CBDも例外ではありません。CBDは「脂溶性」といって水に溶けにくい性質を持っています。そのせいで一定の効果を感じるにはそれを見越した量を摂取する必要がありました。これまでにも合成されたCBDを使ったり、自己乳化型システムを使ったり、ゼラチンのペレットにCBDを入れる方法など、いろんな工夫によってバイオアベイラビリティを高めるが試みが行われてきました。そして今回の実験ではCBDの弱点をカバーしてバイオアベイラビリティが最大6倍まで上昇。少ない量でもちゃんと効くという発見は大きなブレイクスルーとなります。
研究ではナノサイズのCBD-PLC粒子を作るために、最適なリン脂質の組み合わせを見つけました。このリン脂質複合体は、CBDをそのまま飲んだ場合と比べて、3時間以内での溶解率を大幅にアップさせました。さらに、細胞への取り込み実験では、CBD-PLCは純粋なCBDよりも32.7%高い透過性を示し、腸壁からの吸収がより効率的に行われることが確認できました。またこの技術は熱や光、酸素などにさらされても安定性を保ち続けるため、医薬品として使う場合もより信頼性が高まります。

治療効果と副作用のバランス
投薬治療の大きな課題の一つは、副作用と効果のバランスです。一般的に、薬物の投与量を増やすほど効果は高まりますが、同時に望ましくない副作用のリスクも大きくなります。もともとCBDは化学薬品に比べて副作用が非常に少ないことでも知られていますが、今回の技術で吸収率が改善されれば少ない量で効果を上げることができるため、副作用のリスクも減らすことができます。

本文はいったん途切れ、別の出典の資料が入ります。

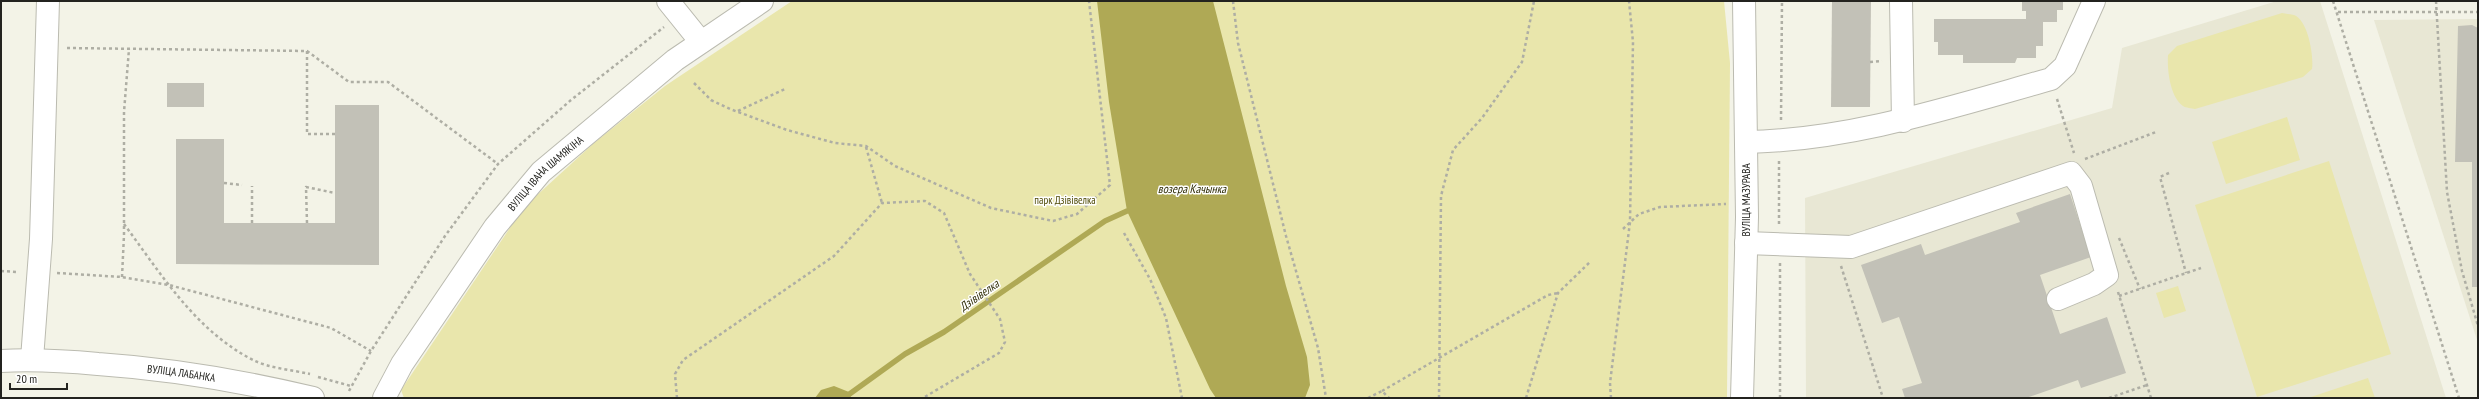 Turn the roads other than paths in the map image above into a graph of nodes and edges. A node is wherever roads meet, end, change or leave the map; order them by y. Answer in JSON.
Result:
{"nodes":[{"id":1,"x":48,"y":1,"type":"edge"},
{"id":2,"x":668,"y":1,"type":"edge"},
{"id":3,"x":762,"y":1,"type":"edge"},
{"id":4,"x":1744,"y":1,"type":"edge"},
{"id":5,"x":1901,"y":1,"type":"edge"},
{"id":6,"x":2094,"y":1,"type":"edge"},
{"id":7,"x":701,"y":42,"type":"junction"},
{"id":8,"x":1903,"y":121,"type":"junction"},
{"id":9,"x":1746,"y":142,"type":"junction"},
{"id":10,"x":1746,"y":243,"type":"junction"},
{"id":11,"x":2058,"y":299,"type":"dead end"},
{"id":12,"x":32,"y":359,"type":"junction"},
{"id":13,"x":1,"y":361,"type":"edge"},
{"id":14,"x":313,"y":398,"type":"edge"},
{"id":15,"x":384,"y":398,"type":"edge"},
{"id":16,"x":1742,"y":398,"type":"edge"}],
"edges":[{"from":1,"to":12,"type":"main road"},
{"from":2,"to":7,"type":"main road"},
{"from":3,"to":7,"type":"main road","name":"ВУЛІЦА ІВАНА ШАМЯКІНА"},
{"from":4,"to":9,"type":"main road","name":"ВУЛІЦА МАЗУРАВА"},
{"from":5,"to":8,"type":"main road"},
{"from":6,"to":8,"type":"main road"},
{"from":7,"to":15,"type":"main road","name":"ВУЛІЦА ІВАНА ШАМЯКІНА"},
{"from":8,"to":9,"type":"main road"},
{"from":9,"to":10,"type":"main road","name":"ВУЛІЦА МАЗУРАВА"},
{"from":10,"to":11,"type":"main road"},
{"from":10,"to":16,"type":"main road","name":"ВУЛІЦА МАЗУРАВА"},
{"from":12,"to":13,"type":"main road","name":"ВУЛІЦА ЛАБАНКА"},
{"from":12,"to":14,"type":"main road","name":"ВУЛІЦА ЛАБАНКА"}]}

CBDを使った治療は、てんかんや多発性硬化症のような治りにくい病気や、慢性的な痛み、不安感、不眠といった症状にも効果が期待されています。こうした幅広い分野で使えるようにするためには、副作用をなるべく少なくし、最大限の効果を生み出す薬や治療法を開発することがとても大切です。バイオアベイラビリティが向上したCBD製剤は、まさにこうしたニーズに応える可能性を持っていると言えるでしょう。
ふだんの生活で利用するには
CBDは病気治療にだけでなく、「ストレスがたまっている」「なかなか眠れない」「なんとなく気分が落ち込む」といった、病院に行くほどではないけれど日常生活で困っているときにも役立ちます。吸収される率を上げる方法としては、オイルタイプを舌の下に垂らして使う「舌下投与」が一般的で、粘膜から直接吸収されるため短時間で効果を感じやすいとされています。また、最近ではナノ化技術を使って吸収しやすくした製品や、水に溶けやすいタイプのCBDも登場しています。
まとめ
今回は、CBDの力を最大限に活かすための研究についてご紹介しました。将来、こうした研究が実用化されれば、もっと多くの人がCBDの良さを実感し、より効果的な治療を受けられる時代がやってくるでしょう。